== Input records
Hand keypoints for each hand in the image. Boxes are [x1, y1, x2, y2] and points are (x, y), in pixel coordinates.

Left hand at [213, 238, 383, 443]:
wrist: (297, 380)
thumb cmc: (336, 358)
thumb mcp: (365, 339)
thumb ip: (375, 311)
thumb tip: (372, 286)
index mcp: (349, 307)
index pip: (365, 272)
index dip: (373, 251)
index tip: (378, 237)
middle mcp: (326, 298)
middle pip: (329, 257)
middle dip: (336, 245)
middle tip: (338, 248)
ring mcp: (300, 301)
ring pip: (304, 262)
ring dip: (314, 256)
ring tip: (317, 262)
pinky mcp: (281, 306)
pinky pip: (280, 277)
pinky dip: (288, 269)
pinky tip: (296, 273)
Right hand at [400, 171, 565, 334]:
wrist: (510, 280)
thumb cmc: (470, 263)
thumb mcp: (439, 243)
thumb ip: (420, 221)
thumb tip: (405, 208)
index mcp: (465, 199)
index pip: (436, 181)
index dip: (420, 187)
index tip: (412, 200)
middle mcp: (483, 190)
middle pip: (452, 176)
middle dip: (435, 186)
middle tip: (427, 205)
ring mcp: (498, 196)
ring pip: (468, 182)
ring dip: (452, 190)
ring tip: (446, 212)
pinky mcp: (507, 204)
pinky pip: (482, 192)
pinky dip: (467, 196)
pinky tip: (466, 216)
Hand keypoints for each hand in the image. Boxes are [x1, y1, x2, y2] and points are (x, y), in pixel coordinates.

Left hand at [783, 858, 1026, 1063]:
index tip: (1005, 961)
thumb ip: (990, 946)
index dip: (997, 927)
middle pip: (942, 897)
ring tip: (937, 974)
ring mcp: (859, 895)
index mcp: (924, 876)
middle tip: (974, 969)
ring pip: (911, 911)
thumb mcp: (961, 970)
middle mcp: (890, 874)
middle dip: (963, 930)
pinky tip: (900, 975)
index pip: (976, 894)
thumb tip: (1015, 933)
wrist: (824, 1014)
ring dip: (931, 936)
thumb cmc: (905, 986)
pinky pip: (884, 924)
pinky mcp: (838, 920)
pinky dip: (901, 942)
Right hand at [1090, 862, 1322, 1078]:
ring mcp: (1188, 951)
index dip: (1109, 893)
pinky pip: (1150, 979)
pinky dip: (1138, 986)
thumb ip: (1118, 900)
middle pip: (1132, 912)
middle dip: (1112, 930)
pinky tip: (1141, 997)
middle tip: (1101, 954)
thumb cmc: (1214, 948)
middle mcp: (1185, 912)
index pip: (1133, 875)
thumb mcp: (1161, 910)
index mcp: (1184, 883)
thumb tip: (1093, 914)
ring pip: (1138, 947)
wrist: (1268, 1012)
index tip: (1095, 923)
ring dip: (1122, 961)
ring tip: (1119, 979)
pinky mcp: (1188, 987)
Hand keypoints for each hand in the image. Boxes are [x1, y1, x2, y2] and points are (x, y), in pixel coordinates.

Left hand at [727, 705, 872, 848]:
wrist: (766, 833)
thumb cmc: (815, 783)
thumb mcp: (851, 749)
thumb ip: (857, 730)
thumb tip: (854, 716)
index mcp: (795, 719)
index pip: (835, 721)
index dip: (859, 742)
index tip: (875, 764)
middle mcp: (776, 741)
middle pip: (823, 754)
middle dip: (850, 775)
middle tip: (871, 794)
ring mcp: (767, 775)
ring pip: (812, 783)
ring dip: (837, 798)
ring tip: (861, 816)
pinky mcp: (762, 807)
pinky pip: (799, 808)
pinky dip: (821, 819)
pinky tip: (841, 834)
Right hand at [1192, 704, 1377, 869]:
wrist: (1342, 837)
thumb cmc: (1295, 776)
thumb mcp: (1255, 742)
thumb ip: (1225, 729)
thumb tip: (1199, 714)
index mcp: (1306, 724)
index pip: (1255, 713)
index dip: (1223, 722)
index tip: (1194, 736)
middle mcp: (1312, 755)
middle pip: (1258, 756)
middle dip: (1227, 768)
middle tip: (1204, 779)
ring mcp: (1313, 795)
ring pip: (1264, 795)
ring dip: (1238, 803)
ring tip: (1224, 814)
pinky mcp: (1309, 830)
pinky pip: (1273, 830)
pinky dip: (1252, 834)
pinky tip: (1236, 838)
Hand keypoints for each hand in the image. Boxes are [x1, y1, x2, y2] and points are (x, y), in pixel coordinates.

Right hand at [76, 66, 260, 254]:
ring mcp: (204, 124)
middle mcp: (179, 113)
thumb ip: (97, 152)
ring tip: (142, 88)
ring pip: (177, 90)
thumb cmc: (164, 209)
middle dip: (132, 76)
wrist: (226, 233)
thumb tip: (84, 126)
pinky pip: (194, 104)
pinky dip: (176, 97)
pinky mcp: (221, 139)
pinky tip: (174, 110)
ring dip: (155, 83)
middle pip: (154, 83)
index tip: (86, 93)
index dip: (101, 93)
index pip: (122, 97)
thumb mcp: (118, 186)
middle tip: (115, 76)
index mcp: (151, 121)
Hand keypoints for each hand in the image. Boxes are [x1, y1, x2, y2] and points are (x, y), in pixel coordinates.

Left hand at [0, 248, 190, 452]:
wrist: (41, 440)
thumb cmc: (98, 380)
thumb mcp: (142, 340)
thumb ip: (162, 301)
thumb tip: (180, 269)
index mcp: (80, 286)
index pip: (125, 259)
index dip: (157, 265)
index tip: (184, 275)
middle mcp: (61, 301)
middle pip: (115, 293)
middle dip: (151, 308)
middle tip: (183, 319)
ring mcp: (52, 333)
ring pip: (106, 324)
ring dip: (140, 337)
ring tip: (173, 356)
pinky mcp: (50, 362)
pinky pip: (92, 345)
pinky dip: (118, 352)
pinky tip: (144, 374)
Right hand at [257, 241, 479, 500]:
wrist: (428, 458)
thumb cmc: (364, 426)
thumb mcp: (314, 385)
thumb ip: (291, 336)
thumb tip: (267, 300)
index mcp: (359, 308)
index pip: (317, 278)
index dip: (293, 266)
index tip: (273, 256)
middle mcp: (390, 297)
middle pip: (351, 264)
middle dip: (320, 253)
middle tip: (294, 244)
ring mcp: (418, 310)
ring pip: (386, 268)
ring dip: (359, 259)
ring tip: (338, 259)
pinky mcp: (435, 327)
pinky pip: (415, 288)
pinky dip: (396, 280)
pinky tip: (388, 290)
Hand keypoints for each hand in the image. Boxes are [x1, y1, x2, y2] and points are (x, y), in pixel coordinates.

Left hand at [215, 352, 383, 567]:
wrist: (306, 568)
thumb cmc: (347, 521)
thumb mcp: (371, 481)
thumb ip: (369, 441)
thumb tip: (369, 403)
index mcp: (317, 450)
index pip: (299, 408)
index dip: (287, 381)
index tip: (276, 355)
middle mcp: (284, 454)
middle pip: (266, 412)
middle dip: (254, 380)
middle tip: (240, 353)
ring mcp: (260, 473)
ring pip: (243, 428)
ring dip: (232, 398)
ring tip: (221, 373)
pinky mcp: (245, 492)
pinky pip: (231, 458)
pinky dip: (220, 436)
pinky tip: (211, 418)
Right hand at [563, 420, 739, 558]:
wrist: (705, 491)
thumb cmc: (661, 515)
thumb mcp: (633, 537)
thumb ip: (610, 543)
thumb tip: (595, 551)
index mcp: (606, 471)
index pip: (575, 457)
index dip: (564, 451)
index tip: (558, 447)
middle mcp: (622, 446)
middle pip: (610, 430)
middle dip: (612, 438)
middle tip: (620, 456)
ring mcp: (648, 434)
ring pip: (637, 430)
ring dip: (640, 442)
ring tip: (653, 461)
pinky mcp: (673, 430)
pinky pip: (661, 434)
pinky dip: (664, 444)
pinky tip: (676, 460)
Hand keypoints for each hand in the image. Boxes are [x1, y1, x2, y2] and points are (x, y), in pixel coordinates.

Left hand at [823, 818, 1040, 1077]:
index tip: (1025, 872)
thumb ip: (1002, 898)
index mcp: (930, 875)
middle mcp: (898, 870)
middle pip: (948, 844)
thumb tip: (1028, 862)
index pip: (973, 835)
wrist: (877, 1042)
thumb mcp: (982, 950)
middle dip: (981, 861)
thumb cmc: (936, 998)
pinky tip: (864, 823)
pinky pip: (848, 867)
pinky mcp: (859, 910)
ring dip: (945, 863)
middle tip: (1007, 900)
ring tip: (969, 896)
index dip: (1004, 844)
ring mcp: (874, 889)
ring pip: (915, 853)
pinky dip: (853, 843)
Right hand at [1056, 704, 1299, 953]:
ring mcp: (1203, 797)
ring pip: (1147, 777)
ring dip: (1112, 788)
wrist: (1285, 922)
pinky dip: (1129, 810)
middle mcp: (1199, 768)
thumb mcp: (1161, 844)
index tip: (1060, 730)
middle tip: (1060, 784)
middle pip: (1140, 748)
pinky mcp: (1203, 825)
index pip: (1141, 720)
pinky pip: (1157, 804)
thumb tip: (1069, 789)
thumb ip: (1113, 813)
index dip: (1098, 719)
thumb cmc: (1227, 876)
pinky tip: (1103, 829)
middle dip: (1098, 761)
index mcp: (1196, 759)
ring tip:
====
> **Task requirements**
The answer should contain only the lines from the first line of the entries through the line holding "thumb cmc: (470, 263)", each exactly as written.

> **Result**
Hand keypoints for each hand in the image. Boxes are [x1, y1, x2, y2] and points are (x, y), in pixel coordinates.

Left hand at [213, 238, 383, 443]:
wrist: (297, 380)
thumb cmc: (336, 358)
thumb mcp: (365, 339)
thumb ip: (375, 311)
thumb tip: (372, 286)
index mcp: (349, 307)
index pip: (365, 272)
index dip: (373, 251)
index tip: (378, 237)
middle mcp: (326, 298)
middle pip: (329, 257)
middle dip: (336, 245)
middle tip: (338, 248)
ring mcp: (300, 301)
ring pip: (304, 262)
ring dip: (314, 256)
ring tip: (317, 262)
pinky mcp: (281, 306)
pinky pip: (280, 277)
pinky dip: (288, 269)
pinky tip: (296, 273)
Right hand at [400, 171, 565, 334]:
wrist: (510, 280)
thumb cmc: (470, 263)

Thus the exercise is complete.